* **MATERIAL PROVIDED**

########

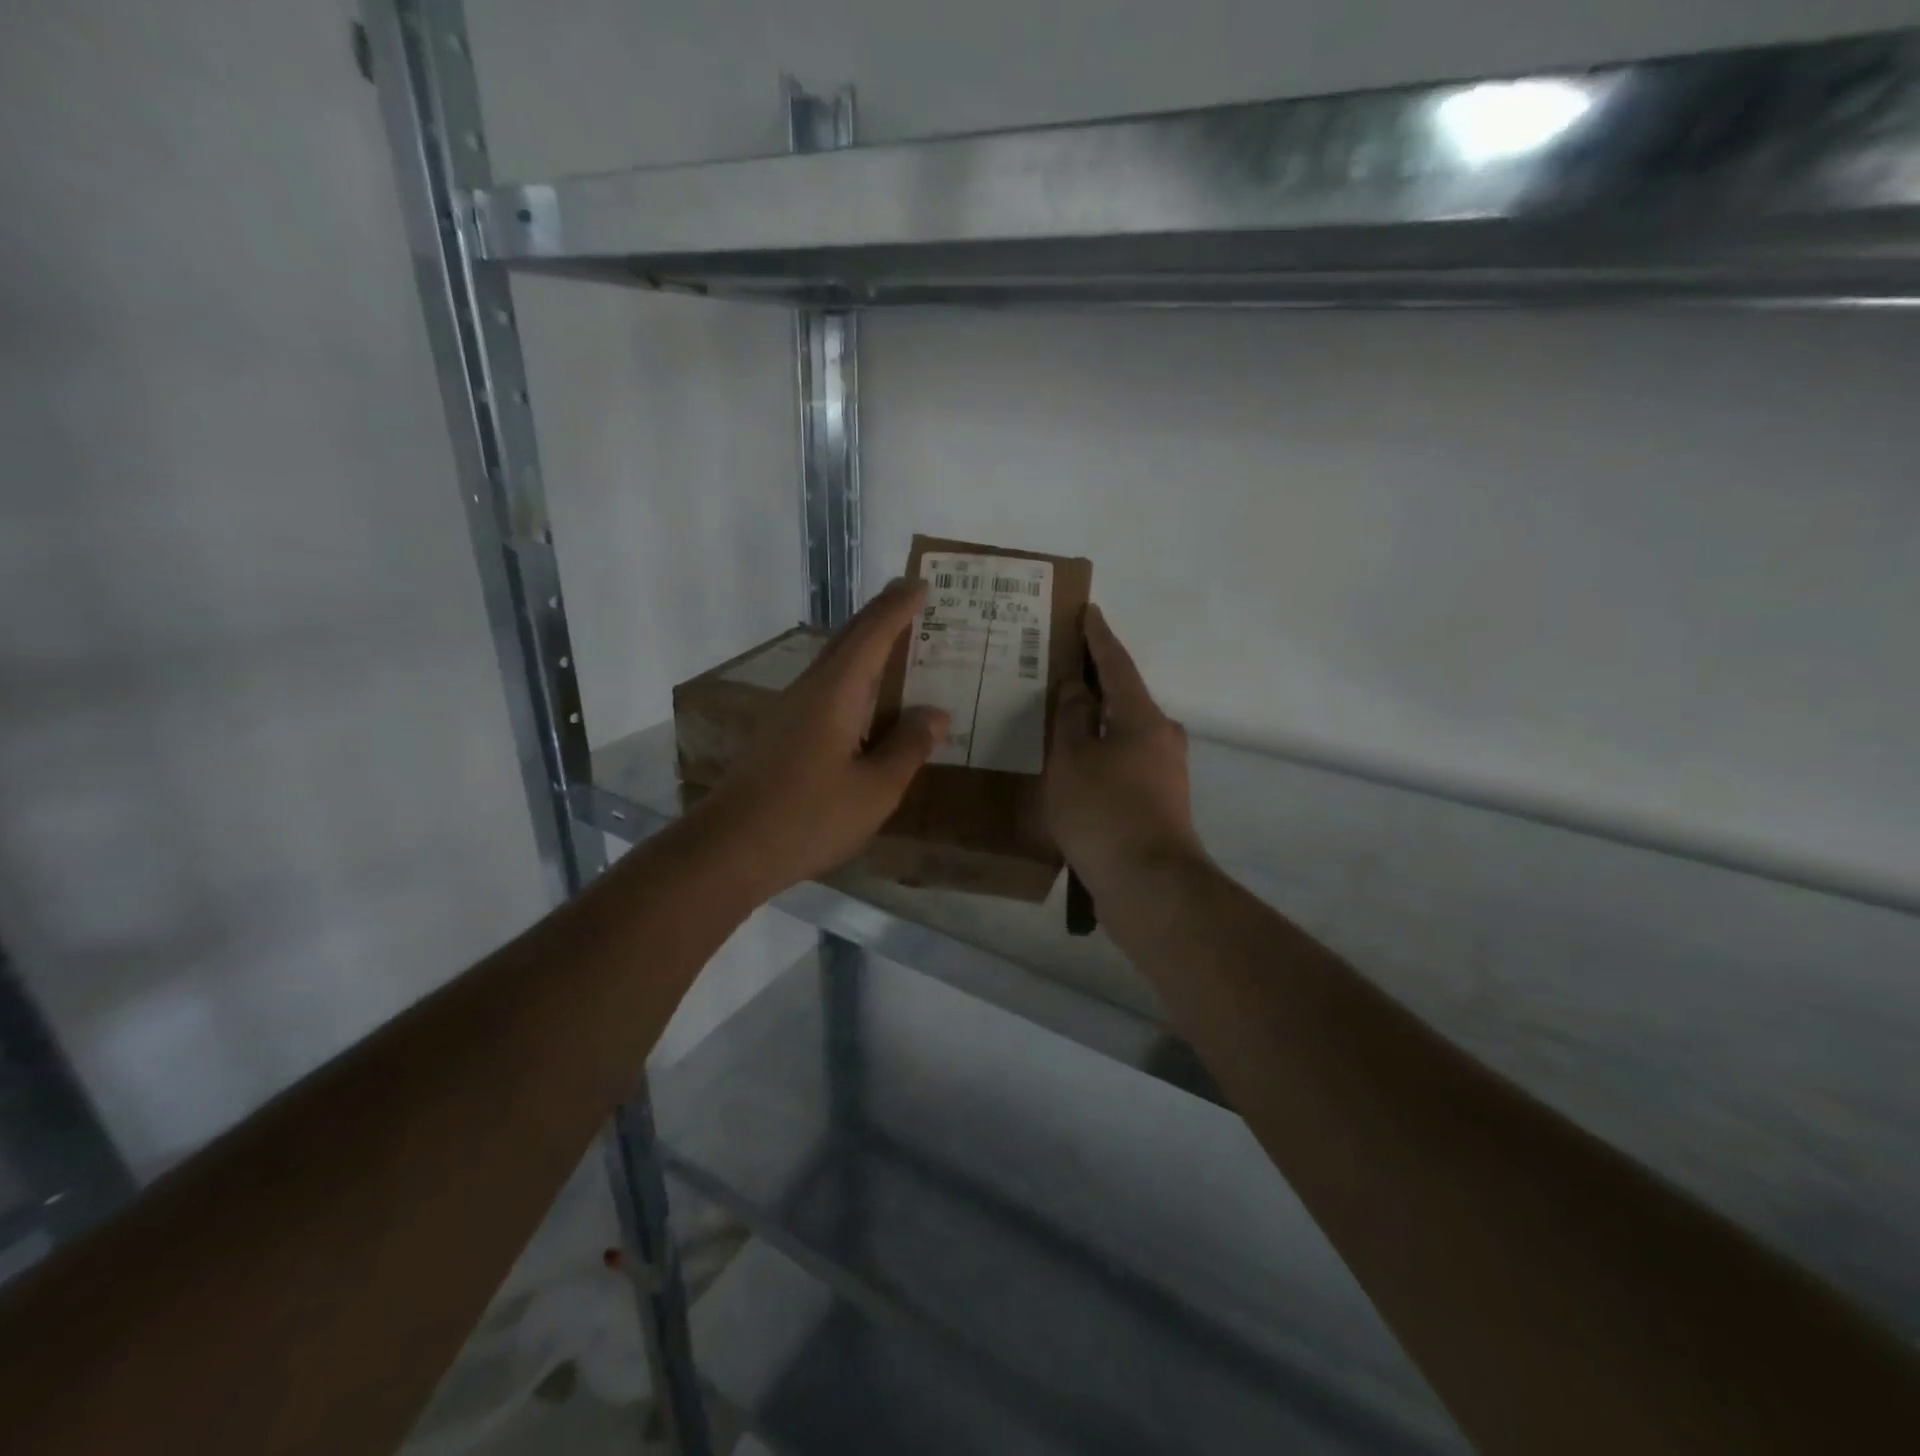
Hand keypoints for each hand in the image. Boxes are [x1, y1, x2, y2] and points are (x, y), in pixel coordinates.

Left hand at [696, 579, 948, 898]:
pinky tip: (866, 703)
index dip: (898, 608)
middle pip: (848, 640)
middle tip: (911, 601)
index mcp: (835, 692)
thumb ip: (908, 747)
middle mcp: (809, 691)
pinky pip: (826, 690)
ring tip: (898, 646)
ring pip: (834, 665)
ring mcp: (790, 713)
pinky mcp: (781, 736)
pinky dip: (854, 681)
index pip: (872, 634)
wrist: (729, 850)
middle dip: (881, 616)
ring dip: (865, 648)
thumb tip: (935, 714)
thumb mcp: (875, 789)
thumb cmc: (809, 817)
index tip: (920, 583)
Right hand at [1045, 605, 1203, 894]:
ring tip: (1059, 718)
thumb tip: (1078, 686)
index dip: (1098, 637)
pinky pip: (1123, 762)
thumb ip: (1070, 717)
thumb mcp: (1072, 759)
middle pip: (1123, 698)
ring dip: (1095, 722)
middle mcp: (1161, 737)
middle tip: (1060, 668)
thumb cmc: (1104, 812)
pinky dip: (1100, 754)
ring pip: (1123, 733)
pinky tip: (1075, 765)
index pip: (1117, 664)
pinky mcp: (1159, 802)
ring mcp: (1164, 772)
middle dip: (1094, 682)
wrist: (1149, 885)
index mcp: (1142, 717)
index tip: (1088, 611)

########

* **PROBLEM STATEMENT**
All lines above from the one with "pinky dip: (854, 681)" to the one with "pinky tip: (1075, 765)", inclusive, should be copied exactly, and no other lines.

* **PROBLEM SOLUTION**
pinky dip: (854, 681)
index pip: (872, 634)
wrist: (729, 850)
middle dip: (881, 616)
ring dip: (865, 648)
thumb tip: (935, 714)
thumb mcp: (875, 789)
thumb cmc: (809, 817)
index tip: (920, 583)
Right hand at [1045, 605, 1203, 894]:
ring tip: (1059, 718)
thumb tip: (1078, 686)
index dip: (1098, 637)
pinky pip: (1123, 762)
thumb ip: (1070, 717)
thumb mcp: (1072, 759)
middle pip: (1123, 698)
ring dip: (1095, 722)
middle mcp: (1161, 737)
middle tip: (1060, 668)
thumb cmc: (1104, 812)
pinky dip: (1100, 754)
ring pip: (1123, 733)
pinky tip: (1075, 765)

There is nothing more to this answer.